As for multiple connections over wireless I don't think that would be a big issue. A given connection would only send UDP tracking data when the tracker had view of a controller. Most of the connections would be idle in a many-computer case. However coordination between the many tracking computers definitely becomes a lot more complicated. Mostly I was thinking about cutting down tracking latency by having to network blob tracking results to a central server and then network the fusion results to a client. But like you said, this isn't a 1.0 feature, so we shouldn't worry about it.

That's a good point about the state space model already having prediction build in. The Kalman filter technically supports this but I never did the work to add this in (feeding in accelerometer data). The LowPass filter will need to take velocity into account. Actually if you get a chance, you should take a peek at the PositionFilter and the OrientationFilter stubs I have in the HMD branch and see if they are heading in the direction you had in mind for the state space filtering or not.

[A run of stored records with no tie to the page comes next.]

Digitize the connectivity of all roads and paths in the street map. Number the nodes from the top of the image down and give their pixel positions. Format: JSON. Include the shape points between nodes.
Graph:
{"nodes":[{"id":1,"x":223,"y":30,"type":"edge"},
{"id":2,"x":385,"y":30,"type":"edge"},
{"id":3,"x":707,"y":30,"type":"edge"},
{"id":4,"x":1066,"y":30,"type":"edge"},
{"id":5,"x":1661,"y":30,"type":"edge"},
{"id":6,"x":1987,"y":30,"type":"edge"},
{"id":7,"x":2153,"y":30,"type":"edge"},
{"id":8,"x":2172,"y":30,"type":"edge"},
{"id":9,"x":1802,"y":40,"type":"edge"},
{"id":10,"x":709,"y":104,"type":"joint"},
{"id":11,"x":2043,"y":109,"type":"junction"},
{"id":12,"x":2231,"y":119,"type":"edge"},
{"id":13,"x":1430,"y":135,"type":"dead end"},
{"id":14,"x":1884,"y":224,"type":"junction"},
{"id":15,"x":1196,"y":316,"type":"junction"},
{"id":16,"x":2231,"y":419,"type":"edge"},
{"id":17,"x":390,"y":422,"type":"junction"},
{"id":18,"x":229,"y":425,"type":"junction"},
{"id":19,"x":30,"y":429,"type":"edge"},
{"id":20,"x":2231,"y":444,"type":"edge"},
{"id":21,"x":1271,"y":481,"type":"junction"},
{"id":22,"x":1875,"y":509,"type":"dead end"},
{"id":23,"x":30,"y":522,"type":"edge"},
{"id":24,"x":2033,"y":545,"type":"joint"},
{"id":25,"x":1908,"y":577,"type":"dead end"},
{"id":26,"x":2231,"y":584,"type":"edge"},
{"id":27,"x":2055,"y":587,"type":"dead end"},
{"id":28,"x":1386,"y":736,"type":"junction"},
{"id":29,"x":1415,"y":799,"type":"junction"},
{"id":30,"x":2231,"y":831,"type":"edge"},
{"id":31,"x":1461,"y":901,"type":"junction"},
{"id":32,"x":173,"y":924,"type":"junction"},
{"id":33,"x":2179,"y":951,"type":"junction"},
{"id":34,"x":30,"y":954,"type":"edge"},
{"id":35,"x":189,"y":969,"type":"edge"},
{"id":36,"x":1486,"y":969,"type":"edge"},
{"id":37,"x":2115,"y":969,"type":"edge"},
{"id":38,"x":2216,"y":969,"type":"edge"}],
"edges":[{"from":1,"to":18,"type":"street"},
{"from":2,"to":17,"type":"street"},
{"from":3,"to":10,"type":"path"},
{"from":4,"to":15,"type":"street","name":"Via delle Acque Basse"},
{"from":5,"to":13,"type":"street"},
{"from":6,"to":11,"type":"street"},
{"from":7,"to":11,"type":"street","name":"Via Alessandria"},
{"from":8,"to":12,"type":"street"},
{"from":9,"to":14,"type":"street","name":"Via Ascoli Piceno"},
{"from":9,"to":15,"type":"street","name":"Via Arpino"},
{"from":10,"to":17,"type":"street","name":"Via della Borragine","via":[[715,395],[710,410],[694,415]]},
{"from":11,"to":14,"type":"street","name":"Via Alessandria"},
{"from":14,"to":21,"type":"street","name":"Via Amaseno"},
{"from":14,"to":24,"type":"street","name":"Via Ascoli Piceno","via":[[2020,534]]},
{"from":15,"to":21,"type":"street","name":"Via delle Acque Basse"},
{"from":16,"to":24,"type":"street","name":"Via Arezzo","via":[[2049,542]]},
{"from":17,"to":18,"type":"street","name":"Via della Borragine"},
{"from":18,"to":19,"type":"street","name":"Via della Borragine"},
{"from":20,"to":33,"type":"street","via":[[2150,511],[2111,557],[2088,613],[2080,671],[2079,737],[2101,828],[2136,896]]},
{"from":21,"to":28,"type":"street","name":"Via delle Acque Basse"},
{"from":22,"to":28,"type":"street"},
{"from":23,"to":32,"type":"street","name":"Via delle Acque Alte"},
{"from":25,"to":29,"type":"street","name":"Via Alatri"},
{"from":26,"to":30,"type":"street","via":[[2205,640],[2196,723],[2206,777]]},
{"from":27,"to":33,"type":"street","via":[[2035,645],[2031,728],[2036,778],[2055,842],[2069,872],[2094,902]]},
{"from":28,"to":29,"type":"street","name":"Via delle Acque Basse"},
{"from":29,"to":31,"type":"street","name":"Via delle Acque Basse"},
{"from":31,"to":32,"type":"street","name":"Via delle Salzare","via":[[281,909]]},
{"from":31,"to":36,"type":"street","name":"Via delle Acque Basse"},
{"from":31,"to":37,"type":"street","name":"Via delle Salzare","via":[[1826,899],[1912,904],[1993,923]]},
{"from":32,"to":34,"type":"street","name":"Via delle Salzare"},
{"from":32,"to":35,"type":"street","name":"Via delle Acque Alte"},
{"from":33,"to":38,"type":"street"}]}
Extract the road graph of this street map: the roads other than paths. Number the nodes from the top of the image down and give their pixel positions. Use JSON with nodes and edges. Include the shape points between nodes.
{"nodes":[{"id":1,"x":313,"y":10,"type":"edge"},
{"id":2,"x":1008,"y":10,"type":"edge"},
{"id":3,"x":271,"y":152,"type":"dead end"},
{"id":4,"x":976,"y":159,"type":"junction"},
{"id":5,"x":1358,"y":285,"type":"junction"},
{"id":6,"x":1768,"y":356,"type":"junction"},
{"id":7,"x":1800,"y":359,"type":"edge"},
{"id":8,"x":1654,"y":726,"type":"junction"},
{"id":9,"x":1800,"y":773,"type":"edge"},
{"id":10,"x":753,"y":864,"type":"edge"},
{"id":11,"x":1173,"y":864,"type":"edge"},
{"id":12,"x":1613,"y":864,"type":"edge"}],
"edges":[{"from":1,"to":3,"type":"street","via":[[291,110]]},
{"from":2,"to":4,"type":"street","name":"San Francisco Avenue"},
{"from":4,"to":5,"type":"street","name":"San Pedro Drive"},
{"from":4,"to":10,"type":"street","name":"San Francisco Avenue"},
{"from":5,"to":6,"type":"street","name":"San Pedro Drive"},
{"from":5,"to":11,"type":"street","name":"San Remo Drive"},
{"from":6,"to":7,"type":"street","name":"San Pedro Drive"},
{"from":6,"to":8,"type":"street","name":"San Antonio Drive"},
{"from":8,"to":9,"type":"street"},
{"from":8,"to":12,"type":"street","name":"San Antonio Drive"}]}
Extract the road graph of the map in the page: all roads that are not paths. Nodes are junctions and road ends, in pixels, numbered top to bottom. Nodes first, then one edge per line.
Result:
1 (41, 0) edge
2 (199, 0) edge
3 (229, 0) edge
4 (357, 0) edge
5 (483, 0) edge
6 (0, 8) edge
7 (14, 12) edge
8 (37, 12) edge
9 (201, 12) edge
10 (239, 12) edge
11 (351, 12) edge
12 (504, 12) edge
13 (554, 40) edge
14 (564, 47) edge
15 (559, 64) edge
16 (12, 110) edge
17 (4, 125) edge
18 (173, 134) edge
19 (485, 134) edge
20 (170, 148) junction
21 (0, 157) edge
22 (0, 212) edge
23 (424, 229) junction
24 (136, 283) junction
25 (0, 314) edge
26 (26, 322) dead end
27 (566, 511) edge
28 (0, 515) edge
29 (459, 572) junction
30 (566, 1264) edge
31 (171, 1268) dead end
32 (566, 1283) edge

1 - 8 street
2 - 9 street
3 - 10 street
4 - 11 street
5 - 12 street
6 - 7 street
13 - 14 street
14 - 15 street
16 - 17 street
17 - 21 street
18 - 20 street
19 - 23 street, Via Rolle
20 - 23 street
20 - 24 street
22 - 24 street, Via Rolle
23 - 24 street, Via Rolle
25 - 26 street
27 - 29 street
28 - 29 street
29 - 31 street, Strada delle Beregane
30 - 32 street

I like the idea of exposure presets a lot. The task bar icon thing reminds me, back when we were first starting the service work I had made the stub of a windows task bar interface. I'll send you a video of what it looks like. Unfortunately, I don't of a good cross platform way to do the taskbar thing. But it's not that much code, so I wouldn't be opposed to just having per platform taskbar wrapper applications.

The poll event call should return immediately because it will just be reading off a queue of async query results that were read off of the network during the PSMoveClientAPI::Update() call. That said, I should check to make sure that the OpenVR PollNextEvent call is non-blocking because otherwise we now have a blocking call in the config tool (OpenVRContext::update).